図9はWesternBlotの結果であって、
図10はその発現量(β-actinに対する比)を定量化したものである。
【0087】
本図の結果によると、高脂肪食(HFD)を摂餌することでバリア機能分子であるClaudin-1の発現量が減少する一方、イソリクイリチゲニン(ILG)を投与することでこのClaudin-1の発現量が増加すること、すなわち、腸管バリア機能を回復させることが確認できた。
【0088】
また、一方で、次に、リクイリチン(L)による腸内細菌調整作用効果の対比について行った。具体的には、(1)普通食(ND)、(2)高脂肪食(HFD)、(3)高脂肪食+イソリクイリチゲニン(HFD+ILG)、(4)高脂肪食+リクイリチン(HFD+L)の4種類のいずれかの餌を与えるマウス群に対し、摂餌開始後2週間における各マウス群の4匹において、その糞便から菌叢解析、特にAkkermansia muciniphila及びParabacteroides goldsteiniiに対する解析を行った。この結果を
図11に示す。
【0089】
上記の結果によると、高脂肪食(HFD)を摂餌させることでAkkermansia muciniphila及びParabacteroides goldsteiniiのいずれにおいても存在比が減少する。しかしながら、イソリクイリチゲニン(ILG)またはリクイリチン(L)を混餌させることで、HFDによる両細菌の存在比の減少が回復し、大きく増加することが確認できた。
【0090】
なお、カンゾウエキスに関しても同様の効果が得られるか否かについてであるが、(1)普通食(ND)、(2)高脂肪食(HFD)、(3)高脂肪食+上記カンゾウエキス 4mg/匹(HFD+GE―1 4mg)、(4)高脂肪食+上記カンゾウエキス10mg/匹(HFD+GE―1 10mg)のいずれかのマウス群の糞便を採取し、リアルタイムPCR解析を用いることでどの程度Akkermansia muciniphilaの存在比の増加があるのかについて確認を行った。

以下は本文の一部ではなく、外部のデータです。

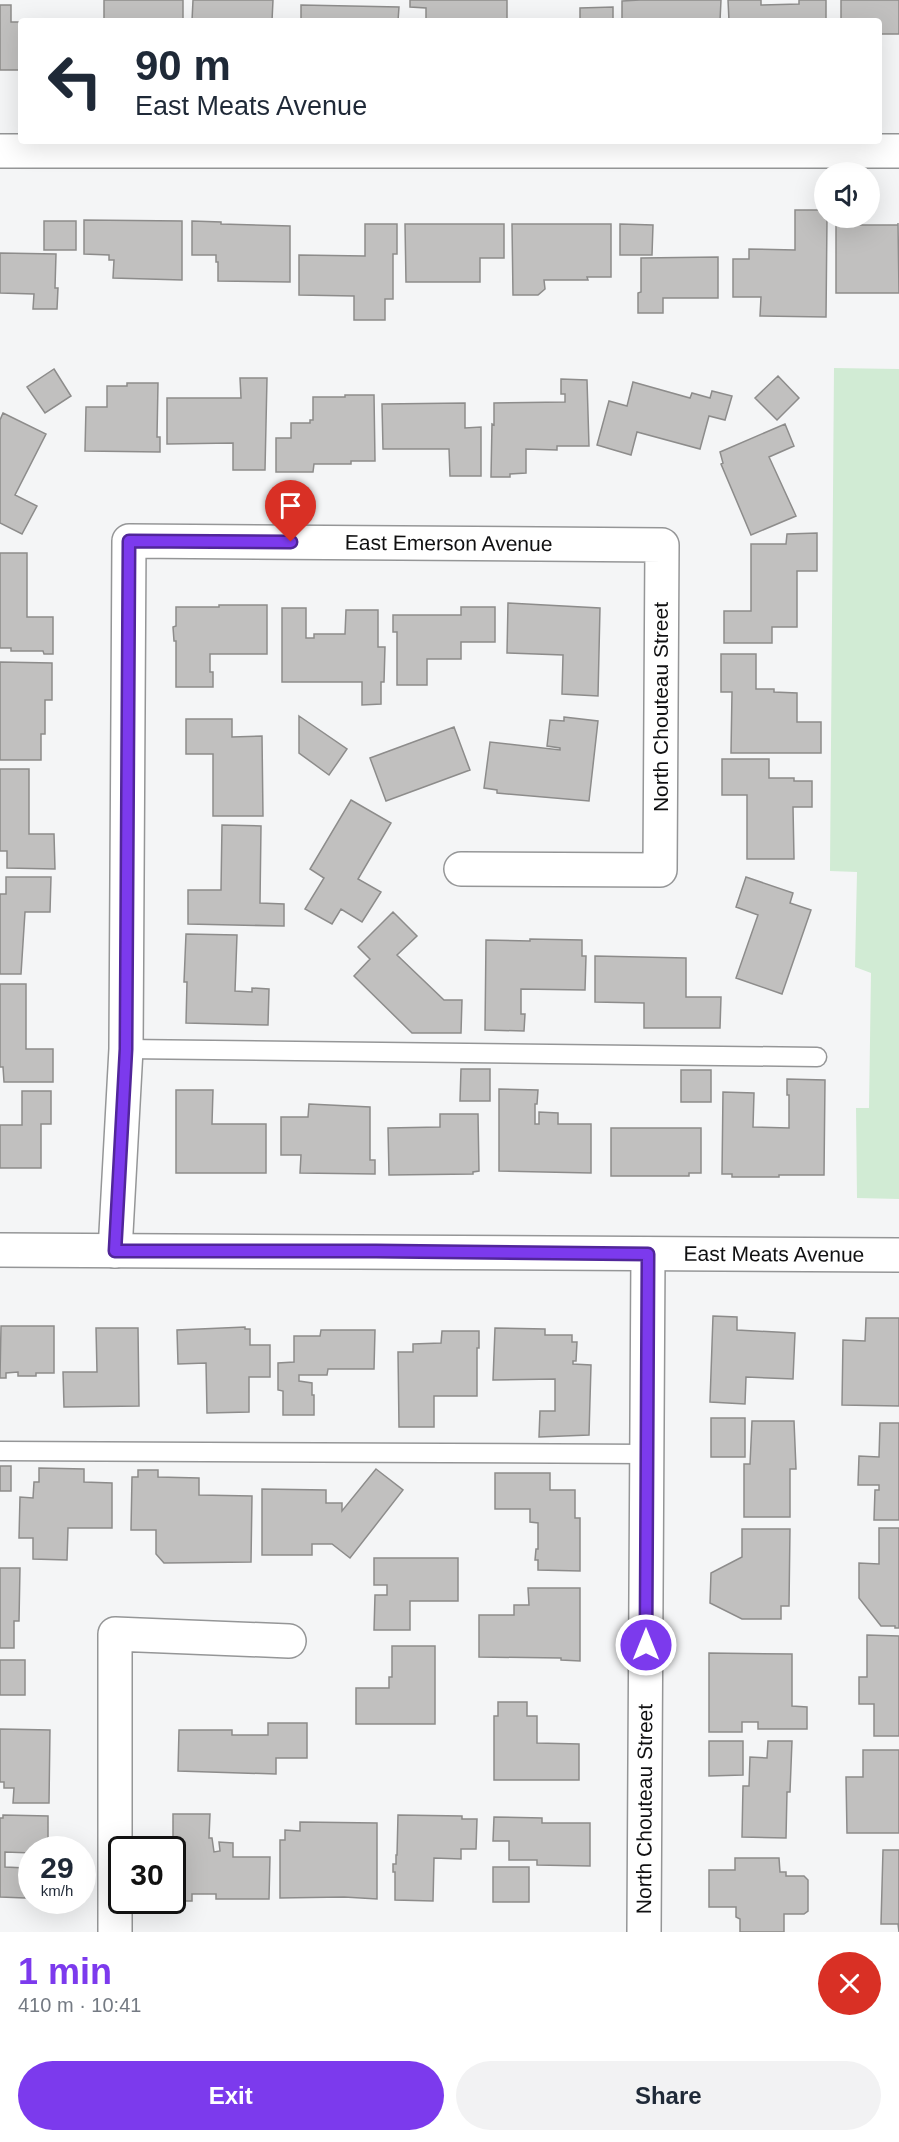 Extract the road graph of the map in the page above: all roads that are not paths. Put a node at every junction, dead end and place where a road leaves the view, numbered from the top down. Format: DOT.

この結果について
図12に示しておく。なお本結果は摂餌後2週目の糞便の解析結果であり、カンゾウエキスについては4mg/匹の場合と、10mg/匹の場合で分けて確認した。
【0091】
この結果、カンゾウエキス(GE-1)を経口投与したマウスにおいては、Akkermansia muciniphilaの存在比の増加があることを確認することができた。
【0092】
さらに、上記高脂肪食+イソリクイリチゲニン(HFD+ILG)のマウス群におけるマウスの糞便を高脂肪食(HFD)のマウス群のマウスに移植することで、Akkermansia muciniphila及びParabacteroides goldsteiniiにどの程度の影響があるのかについて確認を行った。具体的には、高脂肪食(HFD)を投与した摂餌開始から4週後のマウス群に抗生剤をカクテルして4日間投与し、さらに3日間回復期間を設けたのち、週5回糞便移植を行った。そして、その後8週間高脂肪食(HFD)を投与し、腸内のAkkermansia muciniphila及びParabacteroides goldsteiniiの存在比を解析した。この結果を
図13に示す。
【0093】
この結果、イソリクイリチゲニンを投与したマウス群の糞便を移植することでもAkkermansia muciniphila及びParabacteroides goldsteiniiの存在比を増加させることができることを確認した。
【0094】
さらに、この確認として、内臓脂肪重量及び体重の変化についても確認を行った。
図14に、移植後8週目のマウスの内臓脂肪を、
図15にその体重の変化について示しておく。
【0095】
上記の結果によっても、糞便を移植することで、内臓脂肪重量、体重のいずれも減少があることを確認した。
【0096】
(NLRP3インフラマソーム活性制御作用)
またここで、カンゾウエキスによるNLRP3インフラマソーム活性制御作用についても確認した。ここでマウスに対する投与に先立ちin vitroにおける効果を確認した。具体的には、マクロファージ様細胞株J774.A1細胞株をLPS 1 μg/mLにて3時間プライミングし、細胞を洗浄した後、カンゾウエキスを添加し30分間反応させ、Nigericin 10 μMを添加し、培養上清中に産生されるIL-1βの量をELISA法にて測定した。この結果を
図16に示す。
【0097】
また、in vivoにおいてカンゾウエキスによるNLRP3インフラマソーム活性制御作用についても確認した。具体的には、10週令のオスのマウスに対し、(1)普通食(ND)、(2)高脂肪食(HFD)、及び(3)高脂肪食(HFD)を摂餌させ、(1)(2)については水を、(3)についてはカンゾウエキス(GE―1)を胃ゾンデを用いて12週間経口投与した(週5回)。それぞれ精巣上体脂肪を単離し、ミンスした精巣上体脂肪をEx vivoにて培養してELISA法によりIL-1βの産生に対し与える影響を測定した。糖尿病における内臓脂肪組織においては、パルミチン酸やグルコースによりNLRP3インフラマソームが活性化されることが報告されている。この結果を
図17に示す。
【0098】
まとめ
以上の通り、本実施例により、本エキス及び本化合物の腸内細菌調整作用、腸管バリア機能増強作用、抗肥満作用、抗糖尿病作用、及びNLRP3インフラマソーム活性制御作用を確認することができた。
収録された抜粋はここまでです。